The topic: medical liability reform.
Stuart Weinstein, MD, charged that the continuing rise of medical insurance premiums is an "enormous concern" for the medical community. From 1994 to 2000, the median jury award for a medical liability case rose by 176%, according to Weinstein, the newly elected president of AAOS and chairman of a group called Doctors for Medical Liability Reform (Washington).
"Americans can't afford to lose any more doctors," Weinstein said in his presentation at AAOS, arguing that some doctors stop practicing due to the high cost of insurance premiums.
Physicians have already been faced with judgments that have led to an increase in the average jury award to $3.5 million, he said. And he contended that the high cost to defend against lawsuits and the associated, escalating jury awards have driven big increases in medial liability insurance premiums.
"Many states are struggling to find the balance between protecting their citizens from potential medical error and providing means for proper access to care," Weinstein said. "There will be no reform unless it comes from the federal government."
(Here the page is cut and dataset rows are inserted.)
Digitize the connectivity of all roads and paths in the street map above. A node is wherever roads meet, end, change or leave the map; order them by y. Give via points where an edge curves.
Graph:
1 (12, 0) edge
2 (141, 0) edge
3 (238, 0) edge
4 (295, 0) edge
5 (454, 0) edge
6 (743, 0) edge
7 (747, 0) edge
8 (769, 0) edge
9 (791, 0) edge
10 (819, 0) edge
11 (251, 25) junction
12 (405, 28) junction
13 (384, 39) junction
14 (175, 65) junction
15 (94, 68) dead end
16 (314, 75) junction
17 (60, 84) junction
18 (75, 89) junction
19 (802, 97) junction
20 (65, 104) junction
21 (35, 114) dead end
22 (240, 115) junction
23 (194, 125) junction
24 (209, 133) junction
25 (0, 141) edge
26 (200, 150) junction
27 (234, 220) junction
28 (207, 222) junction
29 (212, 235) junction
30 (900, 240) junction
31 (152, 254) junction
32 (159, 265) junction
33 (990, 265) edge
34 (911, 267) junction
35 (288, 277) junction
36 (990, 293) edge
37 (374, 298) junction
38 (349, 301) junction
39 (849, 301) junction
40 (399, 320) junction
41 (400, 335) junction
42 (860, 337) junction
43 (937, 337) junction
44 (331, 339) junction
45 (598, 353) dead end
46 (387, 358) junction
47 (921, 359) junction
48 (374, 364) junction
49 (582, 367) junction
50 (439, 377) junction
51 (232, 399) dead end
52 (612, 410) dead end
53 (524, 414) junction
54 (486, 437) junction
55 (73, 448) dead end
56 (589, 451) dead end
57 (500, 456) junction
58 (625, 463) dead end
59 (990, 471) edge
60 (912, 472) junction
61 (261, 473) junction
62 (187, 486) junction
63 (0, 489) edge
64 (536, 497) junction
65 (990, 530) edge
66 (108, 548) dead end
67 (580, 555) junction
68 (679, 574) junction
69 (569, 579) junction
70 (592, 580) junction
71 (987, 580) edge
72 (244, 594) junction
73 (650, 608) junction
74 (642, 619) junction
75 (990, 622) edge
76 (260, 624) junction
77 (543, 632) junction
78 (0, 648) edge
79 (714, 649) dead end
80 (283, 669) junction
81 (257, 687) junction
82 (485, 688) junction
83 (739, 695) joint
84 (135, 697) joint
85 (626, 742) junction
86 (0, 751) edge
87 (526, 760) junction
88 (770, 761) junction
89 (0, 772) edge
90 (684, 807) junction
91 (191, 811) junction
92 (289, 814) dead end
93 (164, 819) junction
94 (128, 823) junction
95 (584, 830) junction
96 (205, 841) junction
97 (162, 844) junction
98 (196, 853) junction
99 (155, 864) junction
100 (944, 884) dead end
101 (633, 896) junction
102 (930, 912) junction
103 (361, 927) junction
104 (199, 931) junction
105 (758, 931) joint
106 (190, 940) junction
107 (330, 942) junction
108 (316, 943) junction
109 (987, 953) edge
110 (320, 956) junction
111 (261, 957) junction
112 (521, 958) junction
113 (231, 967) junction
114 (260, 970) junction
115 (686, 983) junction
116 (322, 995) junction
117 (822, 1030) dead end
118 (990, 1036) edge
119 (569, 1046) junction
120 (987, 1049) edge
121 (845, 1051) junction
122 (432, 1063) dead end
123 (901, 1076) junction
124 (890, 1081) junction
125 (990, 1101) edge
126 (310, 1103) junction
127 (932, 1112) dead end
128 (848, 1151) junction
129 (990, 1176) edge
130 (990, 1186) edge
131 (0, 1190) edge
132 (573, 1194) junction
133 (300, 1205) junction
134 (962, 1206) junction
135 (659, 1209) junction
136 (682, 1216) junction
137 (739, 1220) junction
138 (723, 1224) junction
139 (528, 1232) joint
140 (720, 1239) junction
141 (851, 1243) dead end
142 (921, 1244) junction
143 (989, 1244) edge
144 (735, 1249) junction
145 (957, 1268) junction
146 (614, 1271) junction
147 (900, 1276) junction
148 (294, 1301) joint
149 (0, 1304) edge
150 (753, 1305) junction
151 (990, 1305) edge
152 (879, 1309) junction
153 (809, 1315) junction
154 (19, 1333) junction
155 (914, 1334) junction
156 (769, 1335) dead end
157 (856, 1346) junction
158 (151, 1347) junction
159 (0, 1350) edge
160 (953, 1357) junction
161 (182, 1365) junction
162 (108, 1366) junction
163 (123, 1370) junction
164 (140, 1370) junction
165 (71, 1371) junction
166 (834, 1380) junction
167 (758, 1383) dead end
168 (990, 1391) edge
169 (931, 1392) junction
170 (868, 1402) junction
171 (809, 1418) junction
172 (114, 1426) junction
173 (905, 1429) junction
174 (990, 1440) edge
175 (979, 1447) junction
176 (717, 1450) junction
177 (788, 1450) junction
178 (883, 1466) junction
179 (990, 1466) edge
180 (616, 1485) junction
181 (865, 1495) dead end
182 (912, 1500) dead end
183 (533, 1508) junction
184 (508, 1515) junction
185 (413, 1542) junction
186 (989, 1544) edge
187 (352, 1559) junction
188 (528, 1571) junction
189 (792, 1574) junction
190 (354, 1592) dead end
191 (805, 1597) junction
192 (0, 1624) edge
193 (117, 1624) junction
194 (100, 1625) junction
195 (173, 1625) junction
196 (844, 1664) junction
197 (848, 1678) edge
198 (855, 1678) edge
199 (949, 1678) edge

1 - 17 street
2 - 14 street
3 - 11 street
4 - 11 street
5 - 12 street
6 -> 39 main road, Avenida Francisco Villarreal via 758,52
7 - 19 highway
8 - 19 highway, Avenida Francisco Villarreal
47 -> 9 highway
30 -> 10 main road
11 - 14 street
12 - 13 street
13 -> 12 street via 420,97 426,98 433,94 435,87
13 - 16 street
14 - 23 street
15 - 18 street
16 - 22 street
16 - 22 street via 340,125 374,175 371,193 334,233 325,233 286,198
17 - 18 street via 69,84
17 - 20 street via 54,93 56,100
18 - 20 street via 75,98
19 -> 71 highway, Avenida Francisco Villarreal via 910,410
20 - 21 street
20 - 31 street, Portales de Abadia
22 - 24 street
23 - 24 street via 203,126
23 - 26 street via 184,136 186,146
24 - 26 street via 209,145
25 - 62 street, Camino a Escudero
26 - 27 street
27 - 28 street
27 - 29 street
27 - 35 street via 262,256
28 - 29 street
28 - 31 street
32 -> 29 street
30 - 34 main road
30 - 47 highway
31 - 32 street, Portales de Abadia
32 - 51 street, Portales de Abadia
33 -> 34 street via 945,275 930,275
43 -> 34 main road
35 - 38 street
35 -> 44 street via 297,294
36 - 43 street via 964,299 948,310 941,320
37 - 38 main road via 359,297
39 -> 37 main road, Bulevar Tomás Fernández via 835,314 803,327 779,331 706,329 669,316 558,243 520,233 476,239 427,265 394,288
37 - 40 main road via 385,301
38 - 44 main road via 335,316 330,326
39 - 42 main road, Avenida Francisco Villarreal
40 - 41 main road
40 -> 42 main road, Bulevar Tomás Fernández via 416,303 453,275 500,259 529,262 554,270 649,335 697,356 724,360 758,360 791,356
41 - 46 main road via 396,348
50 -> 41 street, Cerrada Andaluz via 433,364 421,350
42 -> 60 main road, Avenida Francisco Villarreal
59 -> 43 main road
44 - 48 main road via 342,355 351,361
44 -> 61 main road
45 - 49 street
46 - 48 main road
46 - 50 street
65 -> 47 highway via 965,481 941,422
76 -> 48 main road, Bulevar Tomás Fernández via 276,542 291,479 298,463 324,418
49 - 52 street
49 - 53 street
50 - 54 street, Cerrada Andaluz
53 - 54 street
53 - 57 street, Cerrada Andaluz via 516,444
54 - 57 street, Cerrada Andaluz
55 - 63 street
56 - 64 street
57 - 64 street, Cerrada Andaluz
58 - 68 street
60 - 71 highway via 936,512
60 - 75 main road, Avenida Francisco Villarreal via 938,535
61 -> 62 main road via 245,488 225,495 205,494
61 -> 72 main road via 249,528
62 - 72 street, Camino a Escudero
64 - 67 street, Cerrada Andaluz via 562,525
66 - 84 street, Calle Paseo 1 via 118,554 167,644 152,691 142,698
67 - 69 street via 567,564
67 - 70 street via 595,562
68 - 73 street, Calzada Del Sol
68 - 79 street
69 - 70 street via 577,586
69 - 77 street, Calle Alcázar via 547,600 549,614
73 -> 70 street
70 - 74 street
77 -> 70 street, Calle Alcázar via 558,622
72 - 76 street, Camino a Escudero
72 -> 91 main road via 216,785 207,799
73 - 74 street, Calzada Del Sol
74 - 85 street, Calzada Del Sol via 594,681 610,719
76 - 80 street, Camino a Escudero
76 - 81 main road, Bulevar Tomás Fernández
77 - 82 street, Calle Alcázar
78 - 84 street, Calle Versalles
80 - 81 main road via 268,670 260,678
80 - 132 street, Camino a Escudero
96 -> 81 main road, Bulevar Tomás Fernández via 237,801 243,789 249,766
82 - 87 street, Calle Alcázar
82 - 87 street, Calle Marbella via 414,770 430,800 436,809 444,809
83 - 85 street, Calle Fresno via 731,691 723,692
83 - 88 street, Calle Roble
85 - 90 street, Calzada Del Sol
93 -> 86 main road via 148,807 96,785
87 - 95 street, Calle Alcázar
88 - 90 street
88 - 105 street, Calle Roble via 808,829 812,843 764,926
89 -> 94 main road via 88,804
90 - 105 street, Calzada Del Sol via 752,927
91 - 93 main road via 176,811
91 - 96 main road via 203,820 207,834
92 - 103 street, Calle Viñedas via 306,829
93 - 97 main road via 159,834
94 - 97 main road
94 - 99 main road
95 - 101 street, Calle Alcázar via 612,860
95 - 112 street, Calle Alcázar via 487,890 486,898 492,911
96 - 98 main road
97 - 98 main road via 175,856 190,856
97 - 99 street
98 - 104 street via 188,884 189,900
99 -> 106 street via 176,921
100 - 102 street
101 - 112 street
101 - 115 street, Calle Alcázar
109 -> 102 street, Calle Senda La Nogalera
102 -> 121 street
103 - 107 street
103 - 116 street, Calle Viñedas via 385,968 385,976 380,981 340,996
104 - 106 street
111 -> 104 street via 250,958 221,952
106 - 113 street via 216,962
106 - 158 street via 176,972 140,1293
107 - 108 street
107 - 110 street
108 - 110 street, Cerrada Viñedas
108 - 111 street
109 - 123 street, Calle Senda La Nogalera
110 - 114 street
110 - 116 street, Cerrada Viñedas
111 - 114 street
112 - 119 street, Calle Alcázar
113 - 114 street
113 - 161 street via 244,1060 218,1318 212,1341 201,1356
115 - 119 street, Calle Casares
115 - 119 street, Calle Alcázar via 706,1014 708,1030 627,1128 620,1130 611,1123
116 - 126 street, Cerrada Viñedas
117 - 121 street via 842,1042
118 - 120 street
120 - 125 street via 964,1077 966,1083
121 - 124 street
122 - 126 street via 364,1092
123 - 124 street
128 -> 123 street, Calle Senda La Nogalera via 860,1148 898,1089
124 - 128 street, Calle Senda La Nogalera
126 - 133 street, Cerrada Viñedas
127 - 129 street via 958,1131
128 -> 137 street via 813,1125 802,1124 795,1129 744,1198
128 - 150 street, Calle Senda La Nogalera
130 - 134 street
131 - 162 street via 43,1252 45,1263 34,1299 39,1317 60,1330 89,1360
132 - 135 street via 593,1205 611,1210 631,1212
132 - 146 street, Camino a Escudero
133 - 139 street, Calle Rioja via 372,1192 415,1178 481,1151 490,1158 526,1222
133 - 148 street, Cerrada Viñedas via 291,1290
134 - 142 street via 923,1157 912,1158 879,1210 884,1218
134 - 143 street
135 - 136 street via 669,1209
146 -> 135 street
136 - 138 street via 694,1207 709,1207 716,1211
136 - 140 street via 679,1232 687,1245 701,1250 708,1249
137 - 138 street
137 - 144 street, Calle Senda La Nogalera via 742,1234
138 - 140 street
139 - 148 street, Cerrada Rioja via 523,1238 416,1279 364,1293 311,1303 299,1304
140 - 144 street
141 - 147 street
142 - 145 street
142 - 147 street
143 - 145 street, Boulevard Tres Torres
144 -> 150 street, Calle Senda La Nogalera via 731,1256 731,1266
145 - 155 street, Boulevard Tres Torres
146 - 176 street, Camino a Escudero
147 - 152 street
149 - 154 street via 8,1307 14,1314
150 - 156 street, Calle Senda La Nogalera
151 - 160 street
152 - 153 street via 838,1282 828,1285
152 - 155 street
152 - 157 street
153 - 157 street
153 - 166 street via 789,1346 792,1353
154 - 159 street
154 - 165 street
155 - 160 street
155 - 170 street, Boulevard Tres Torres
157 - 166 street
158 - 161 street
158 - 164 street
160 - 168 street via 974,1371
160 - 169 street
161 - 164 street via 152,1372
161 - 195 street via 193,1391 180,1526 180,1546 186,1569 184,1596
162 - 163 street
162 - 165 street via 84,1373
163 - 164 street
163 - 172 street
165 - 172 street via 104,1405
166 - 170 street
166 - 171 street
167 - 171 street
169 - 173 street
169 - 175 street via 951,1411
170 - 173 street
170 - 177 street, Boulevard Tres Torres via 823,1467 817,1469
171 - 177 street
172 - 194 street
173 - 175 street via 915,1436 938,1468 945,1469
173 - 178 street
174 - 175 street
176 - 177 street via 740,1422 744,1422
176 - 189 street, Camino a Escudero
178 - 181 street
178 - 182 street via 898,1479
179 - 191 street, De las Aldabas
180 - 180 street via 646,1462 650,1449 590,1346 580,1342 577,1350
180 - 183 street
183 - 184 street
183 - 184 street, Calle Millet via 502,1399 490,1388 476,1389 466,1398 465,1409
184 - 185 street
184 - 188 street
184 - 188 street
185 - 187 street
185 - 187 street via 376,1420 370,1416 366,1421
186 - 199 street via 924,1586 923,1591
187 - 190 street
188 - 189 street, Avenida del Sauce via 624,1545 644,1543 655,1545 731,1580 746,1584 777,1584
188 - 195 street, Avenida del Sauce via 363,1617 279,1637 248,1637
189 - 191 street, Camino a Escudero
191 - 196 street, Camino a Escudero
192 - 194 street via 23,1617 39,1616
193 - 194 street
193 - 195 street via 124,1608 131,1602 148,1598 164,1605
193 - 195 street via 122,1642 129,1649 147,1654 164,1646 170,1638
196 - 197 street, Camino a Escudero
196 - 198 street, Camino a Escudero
President George Bush made federal tort reform one of his priorities for his re-election and in his second term. In a recent speech on the subject in Collinsville, Illinois, he charged that "junk lawsuits" drive up costs for all doctors, even for those who never have been sued.
"When insurance premiums rise, doctors have no choice but to pass some of the costs on to their patients," Bush said. The president and the many supporters of this policy say that passing a nationwide limit on frivolous malpractice lawsuits would reverse some of the escalating healthcare costs.
On the other hand, critics of this type of reform argue that caps on malpractice claims serve only to shield doctors and companies that provide substandard healthcare or products. The real problem, according to lawyers who represent malpractice victims, is insurers who look to raise premiums, which affects the healthcare spending for individuals and companies.
Currently, California, Colorado, Indiana, Louisiana, New Mexico and Wisconsin are the only states that have instituted some sort of medical liability caps. A bill to adopt liability reform measures is currently being debated by Georgia's House of Representatives. Maryland also is working on legislation to limit payouts in malpractice cases.
Though Weinstein acknowledged that enacting medical liability caps would not be a cure-all for the U.S. healthcare system, he called it "a solid step in the right direction."